The New Greatness Case offers remarkable access to a group of young Russians entrapped by the secret service, resulting in unjust trials and prison sentences, echoing the intensified crackdown on dissent and free expression in Russia seen on the news every day. In Midwives, amid an environment of ever-increasing chaos and violence against the Muslim Rohingya population in Myanmar’s Rakhine State, two midwives, one Buddhist and one Muslim, work side by side in a makeshift clinic, providing medical services to the oppressed minority community. No U-Turn, by the celebrated Nigerian director Ike Nnaebue, takes viewers on a journey with Nigerian citizens leaving their country, traveling north through Africa and beyond in search of work and opportunity to build a future, despite the known and unknown challenges lying ahead.

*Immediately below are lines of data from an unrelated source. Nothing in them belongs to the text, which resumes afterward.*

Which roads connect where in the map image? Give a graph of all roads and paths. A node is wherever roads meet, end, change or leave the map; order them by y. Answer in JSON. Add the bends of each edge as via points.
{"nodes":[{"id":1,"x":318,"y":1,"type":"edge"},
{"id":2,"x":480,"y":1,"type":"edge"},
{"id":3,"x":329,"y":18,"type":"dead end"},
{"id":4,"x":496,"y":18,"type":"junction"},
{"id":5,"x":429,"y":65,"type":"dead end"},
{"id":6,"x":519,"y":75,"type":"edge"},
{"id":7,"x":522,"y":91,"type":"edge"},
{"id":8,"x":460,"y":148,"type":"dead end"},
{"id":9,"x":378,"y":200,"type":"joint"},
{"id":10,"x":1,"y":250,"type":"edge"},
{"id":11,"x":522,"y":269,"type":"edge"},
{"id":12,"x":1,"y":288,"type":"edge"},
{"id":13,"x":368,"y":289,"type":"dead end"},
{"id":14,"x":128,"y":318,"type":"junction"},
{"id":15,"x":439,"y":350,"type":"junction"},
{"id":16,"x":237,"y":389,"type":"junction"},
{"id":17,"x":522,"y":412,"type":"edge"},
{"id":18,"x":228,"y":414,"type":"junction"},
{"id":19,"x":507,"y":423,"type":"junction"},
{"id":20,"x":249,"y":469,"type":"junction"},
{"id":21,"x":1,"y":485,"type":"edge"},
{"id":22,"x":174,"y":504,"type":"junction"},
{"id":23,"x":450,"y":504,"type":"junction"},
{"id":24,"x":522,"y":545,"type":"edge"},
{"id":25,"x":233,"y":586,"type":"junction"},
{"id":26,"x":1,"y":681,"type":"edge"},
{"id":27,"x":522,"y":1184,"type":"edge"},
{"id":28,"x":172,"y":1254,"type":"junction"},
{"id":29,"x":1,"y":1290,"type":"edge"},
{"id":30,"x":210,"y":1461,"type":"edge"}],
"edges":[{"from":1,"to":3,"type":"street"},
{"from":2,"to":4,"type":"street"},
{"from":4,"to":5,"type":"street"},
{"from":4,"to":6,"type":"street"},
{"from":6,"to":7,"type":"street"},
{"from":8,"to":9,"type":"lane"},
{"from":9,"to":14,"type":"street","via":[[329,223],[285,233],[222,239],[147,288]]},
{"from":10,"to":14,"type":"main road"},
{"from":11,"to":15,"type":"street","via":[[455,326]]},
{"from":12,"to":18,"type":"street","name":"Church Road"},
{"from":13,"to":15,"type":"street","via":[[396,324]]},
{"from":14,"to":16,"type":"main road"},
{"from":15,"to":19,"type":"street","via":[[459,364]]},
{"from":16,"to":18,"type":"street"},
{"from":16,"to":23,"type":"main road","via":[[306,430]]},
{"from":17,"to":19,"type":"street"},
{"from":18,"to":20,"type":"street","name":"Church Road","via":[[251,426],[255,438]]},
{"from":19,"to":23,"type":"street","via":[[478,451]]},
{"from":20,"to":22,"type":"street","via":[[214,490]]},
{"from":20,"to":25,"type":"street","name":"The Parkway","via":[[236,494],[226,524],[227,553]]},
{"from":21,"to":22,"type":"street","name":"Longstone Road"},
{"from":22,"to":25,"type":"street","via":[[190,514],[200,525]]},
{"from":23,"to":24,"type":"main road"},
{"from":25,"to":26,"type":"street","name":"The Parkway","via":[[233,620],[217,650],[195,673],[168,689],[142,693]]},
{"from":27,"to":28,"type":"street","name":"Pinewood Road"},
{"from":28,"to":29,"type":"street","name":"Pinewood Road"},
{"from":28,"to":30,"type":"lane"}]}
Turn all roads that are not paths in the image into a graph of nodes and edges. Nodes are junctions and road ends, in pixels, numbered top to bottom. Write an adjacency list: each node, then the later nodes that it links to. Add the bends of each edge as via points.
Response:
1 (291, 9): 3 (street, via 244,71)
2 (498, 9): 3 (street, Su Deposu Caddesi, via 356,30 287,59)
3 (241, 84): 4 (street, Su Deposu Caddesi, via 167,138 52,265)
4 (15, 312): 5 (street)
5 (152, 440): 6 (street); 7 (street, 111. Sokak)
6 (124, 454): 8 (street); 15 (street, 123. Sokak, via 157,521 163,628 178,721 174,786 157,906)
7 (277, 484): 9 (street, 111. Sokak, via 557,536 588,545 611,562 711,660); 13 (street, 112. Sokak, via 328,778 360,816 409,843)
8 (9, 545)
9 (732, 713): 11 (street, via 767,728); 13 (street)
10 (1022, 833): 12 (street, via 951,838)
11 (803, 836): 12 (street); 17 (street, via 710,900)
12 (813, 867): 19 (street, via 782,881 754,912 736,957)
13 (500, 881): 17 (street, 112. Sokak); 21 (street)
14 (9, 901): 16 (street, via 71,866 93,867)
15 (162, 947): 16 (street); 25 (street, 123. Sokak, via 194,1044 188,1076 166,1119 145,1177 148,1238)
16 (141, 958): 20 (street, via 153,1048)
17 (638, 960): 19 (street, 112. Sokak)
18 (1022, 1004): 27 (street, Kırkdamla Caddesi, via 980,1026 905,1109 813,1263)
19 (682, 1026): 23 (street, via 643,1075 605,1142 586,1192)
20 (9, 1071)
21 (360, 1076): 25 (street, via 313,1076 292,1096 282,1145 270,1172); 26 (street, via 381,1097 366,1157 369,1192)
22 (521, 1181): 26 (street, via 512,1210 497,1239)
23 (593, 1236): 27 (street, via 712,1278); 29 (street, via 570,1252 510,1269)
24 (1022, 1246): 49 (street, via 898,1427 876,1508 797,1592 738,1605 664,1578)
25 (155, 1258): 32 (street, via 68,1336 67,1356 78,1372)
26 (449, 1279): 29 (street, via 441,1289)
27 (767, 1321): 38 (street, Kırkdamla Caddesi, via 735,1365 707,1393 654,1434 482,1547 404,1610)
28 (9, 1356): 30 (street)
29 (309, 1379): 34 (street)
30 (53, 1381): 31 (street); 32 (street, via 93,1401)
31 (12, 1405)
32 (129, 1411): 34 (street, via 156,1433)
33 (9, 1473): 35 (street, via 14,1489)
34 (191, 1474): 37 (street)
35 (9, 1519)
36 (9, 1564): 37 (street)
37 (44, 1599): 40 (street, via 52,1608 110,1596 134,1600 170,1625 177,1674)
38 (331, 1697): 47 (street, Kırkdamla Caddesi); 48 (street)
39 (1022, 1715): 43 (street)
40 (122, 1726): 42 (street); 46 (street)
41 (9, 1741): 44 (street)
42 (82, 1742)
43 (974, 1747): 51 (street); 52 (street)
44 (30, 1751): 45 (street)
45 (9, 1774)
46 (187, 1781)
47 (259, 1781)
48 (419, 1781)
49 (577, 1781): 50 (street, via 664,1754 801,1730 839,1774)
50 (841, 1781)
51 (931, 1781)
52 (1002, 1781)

As always, the festival strives to prioritize space for identities, viewpoints, and forms of expertise and experiences either silenced or marginalized in the film industry, news, and media. Seventy percent of this year’s filmmakers are women and 70 percent are sharing a story about their own region. This program reflects the festival’s ethos of celebrating diversity of content and perspective. Select films in this year’s festival will be audio described for audience members who are blind or have low vision, and closed captions will be offered for deaf and hard of hearing members of the audience. See the website for accessibility specifications for each film in the lineup.
To View the Films
Tickets will be available for sale beginning April 21 for members of IFC, Film at Lincoln Center, and Human Rights Watch, and April 22 to the public. Audience members will be able to reserve and purchase individual film screening tickets by title, or a digital festival pass that will provide access to all 10 films online. The full festival will be available to rent on the festival streaming site from May 20, 9 a.m. EDT until 11:59 p.m. PST May 26, 2022. Please visit ff.hrw.org for details and accessibility options for each digital presentation.